BEGIN DATA PROVIDED

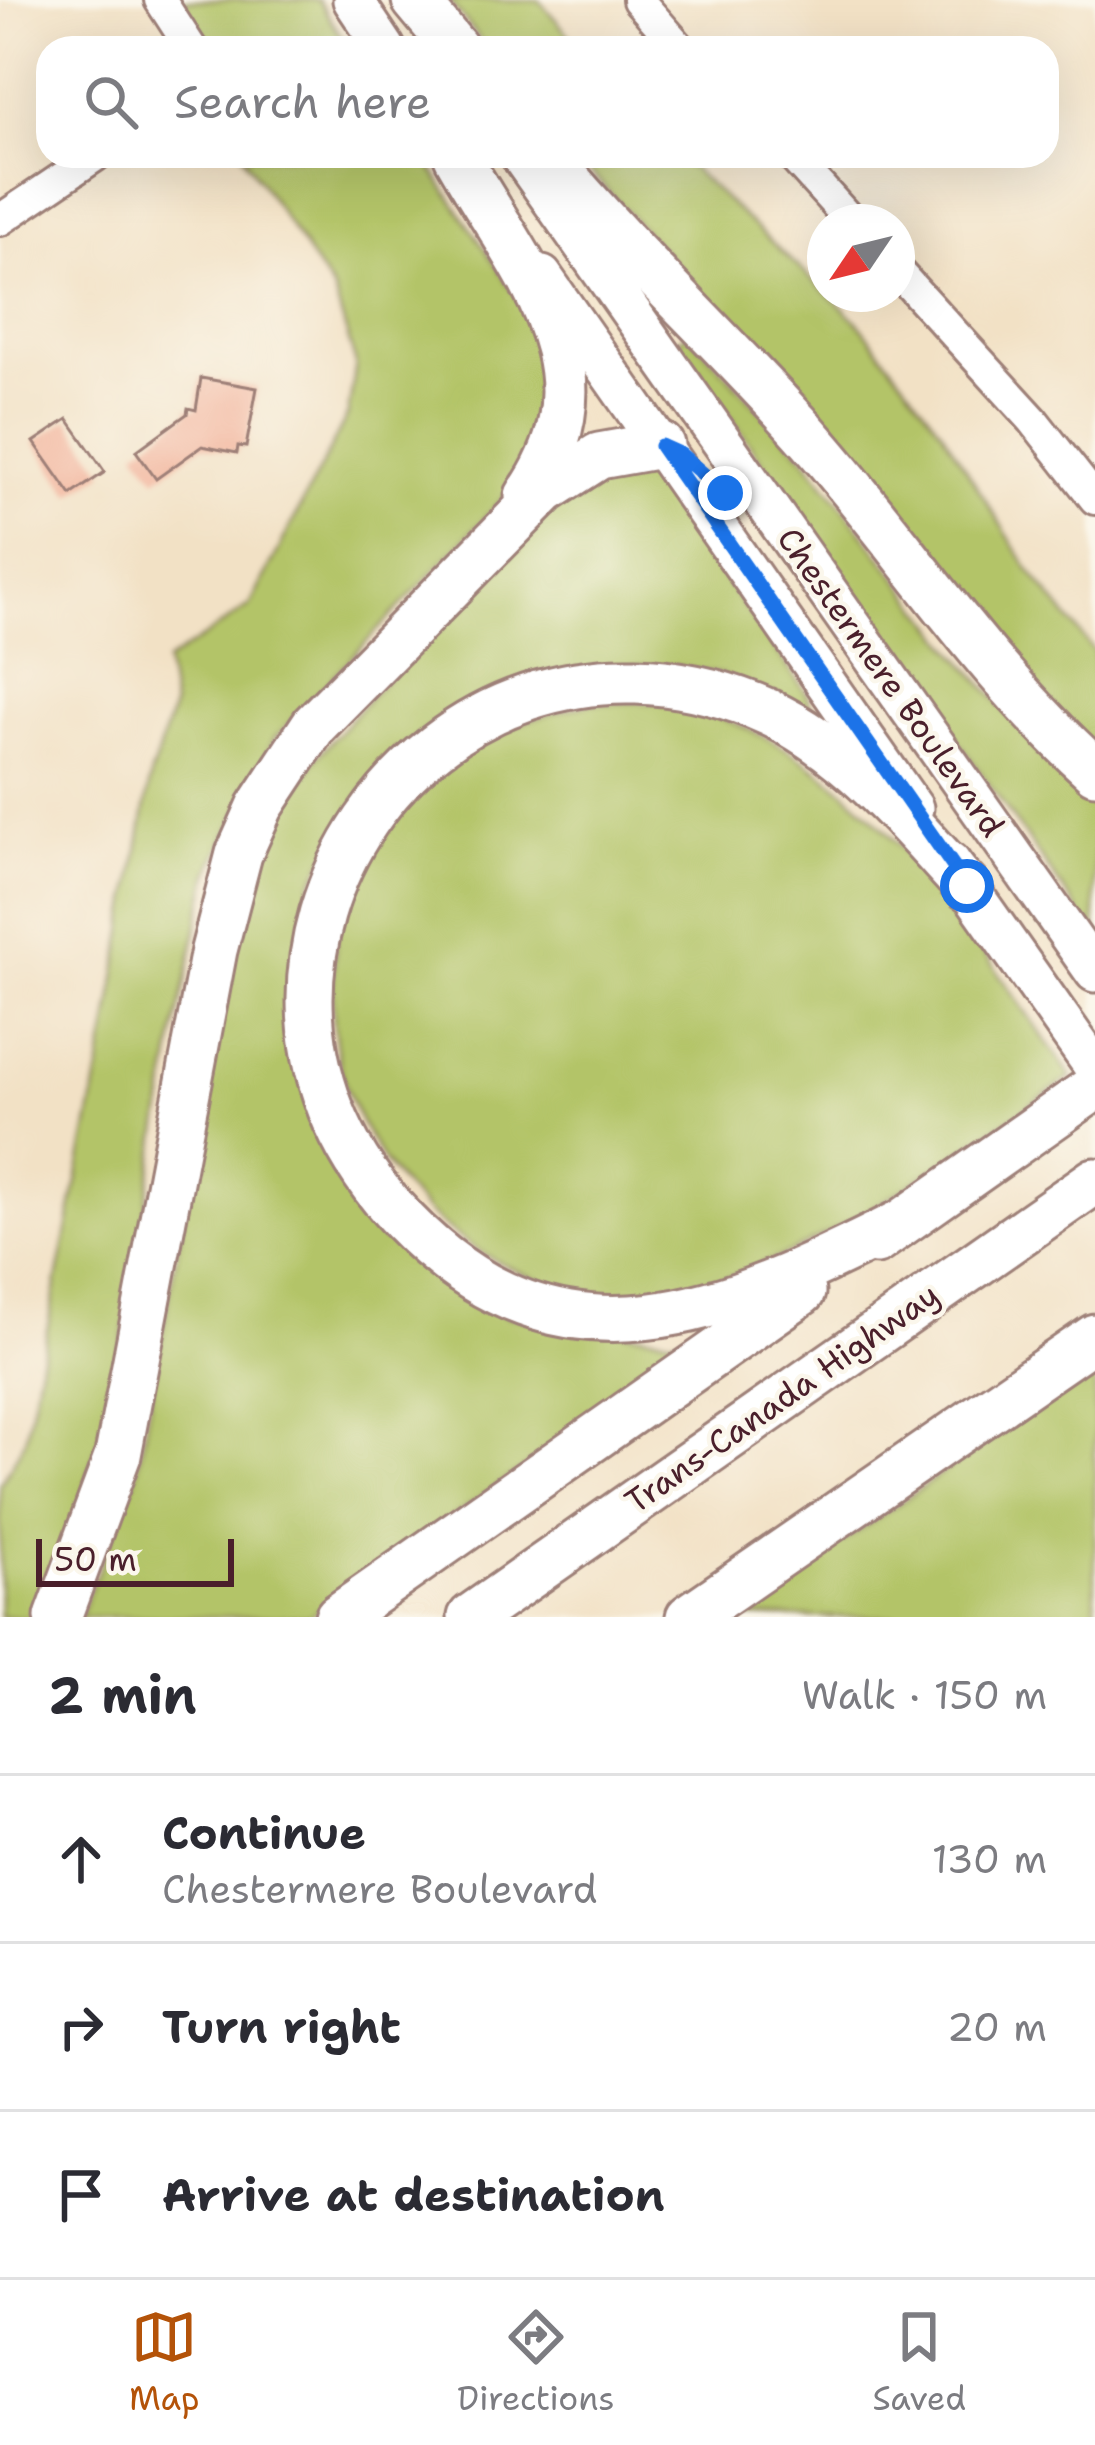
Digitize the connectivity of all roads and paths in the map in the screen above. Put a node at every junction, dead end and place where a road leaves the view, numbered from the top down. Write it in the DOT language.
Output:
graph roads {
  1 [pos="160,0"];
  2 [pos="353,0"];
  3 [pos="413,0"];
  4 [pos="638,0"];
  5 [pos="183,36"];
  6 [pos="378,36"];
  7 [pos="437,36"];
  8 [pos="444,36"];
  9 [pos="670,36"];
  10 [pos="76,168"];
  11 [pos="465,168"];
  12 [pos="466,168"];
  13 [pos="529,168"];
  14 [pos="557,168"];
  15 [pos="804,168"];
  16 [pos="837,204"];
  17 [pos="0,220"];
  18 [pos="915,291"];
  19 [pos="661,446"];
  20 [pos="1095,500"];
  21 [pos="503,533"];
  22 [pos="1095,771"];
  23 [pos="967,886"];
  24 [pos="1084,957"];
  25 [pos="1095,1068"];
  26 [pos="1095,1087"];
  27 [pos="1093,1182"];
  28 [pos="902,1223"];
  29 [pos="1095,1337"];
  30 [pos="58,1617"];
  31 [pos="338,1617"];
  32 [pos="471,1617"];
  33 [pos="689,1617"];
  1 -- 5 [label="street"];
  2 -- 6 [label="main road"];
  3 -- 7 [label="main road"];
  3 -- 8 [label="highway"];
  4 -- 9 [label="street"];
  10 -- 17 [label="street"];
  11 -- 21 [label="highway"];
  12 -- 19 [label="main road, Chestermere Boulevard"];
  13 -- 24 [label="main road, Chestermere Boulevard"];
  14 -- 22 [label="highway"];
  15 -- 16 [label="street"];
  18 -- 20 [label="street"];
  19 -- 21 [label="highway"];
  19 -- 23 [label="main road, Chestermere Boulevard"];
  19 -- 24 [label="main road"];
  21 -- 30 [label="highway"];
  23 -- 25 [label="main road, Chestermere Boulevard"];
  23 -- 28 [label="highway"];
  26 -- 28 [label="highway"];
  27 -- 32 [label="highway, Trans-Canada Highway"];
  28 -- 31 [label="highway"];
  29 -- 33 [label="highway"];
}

END DATA PROVIDED

WORK TASK: Return all of the material above unchanged, minus its pictures.

WRITTEN REPLY:
Digitize the connectivity of all roads and paths in the map in the screen above. Put a node at every junction, dead end and place where a road leaves the view, numbered from the top down. Write it in the DOT language.
Output:
graph roads {
  1 [pos="160,0"];
  2 [pos="353,0"];
  3 [pos="413,0"];
  4 [pos="638,0"];
  5 [pos="183,36"];
  6 [pos="378,36"];
  7 [pos="437,36"];
  8 [pos="444,36"];
  9 [pos="670,36"];
  10 [pos="76,168"];
  11 [pos="465,168"];
  12 [pos="466,168"];
  13 [pos="529,168"];
  14 [pos="557,168"];
  15 [pos="804,168"];
  16 [pos="837,204"];
  17 [pos="0,220"];
  18 [pos="915,291"];
  19 [pos="661,446"];
  20 [pos="1095,500"];
  21 [pos="503,533"];
  22 [pos="1095,771"];
  23 [pos="967,886"];
  24 [pos="1084,957"];
  25 [pos="1095,1068"];
  26 [pos="1095,1087"];
  27 [pos="1093,1182"];
  28 [pos="902,1223"];
  29 [pos="1095,1337"];
  30 [pos="58,1617"];
  31 [pos="338,1617"];
  32 [pos="471,1617"];
  33 [pos="689,1617"];
  1 -- 5 [label="street"];
  2 -- 6 [label="main road"];
  3 -- 7 [label="main road"];
  3 -- 8 [label="highway"];
  4 -- 9 [label="street"];
  10 -- 17 [label="street"];
  11 -- 21 [label="highway"];
  12 -- 19 [label="main road, Chestermere Boulevard"];
  13 -- 24 [label="main road, Chestermere Boulevard"];
  14 -- 22 [label="highway"];
  15 -- 16 [label="street"];
  18 -- 20 [label="street"];
  19 -- 21 [label="highway"];
  19 -- 23 [label="main road, Chestermere Boulevard"];
  19 -- 24 [label="main road"];
  21 -- 30 [label="highway"];
  23 -- 25 [label="main road, Chestermere Boulevard"];
  23 -- 28 [label="highway"];
  26 -- 28 [label="highway"];
  27 -- 32 [label="highway, Trans-Canada Highway"];
  28 -- 31 [label="highway"];
  29 -- 33 [label="highway"];
}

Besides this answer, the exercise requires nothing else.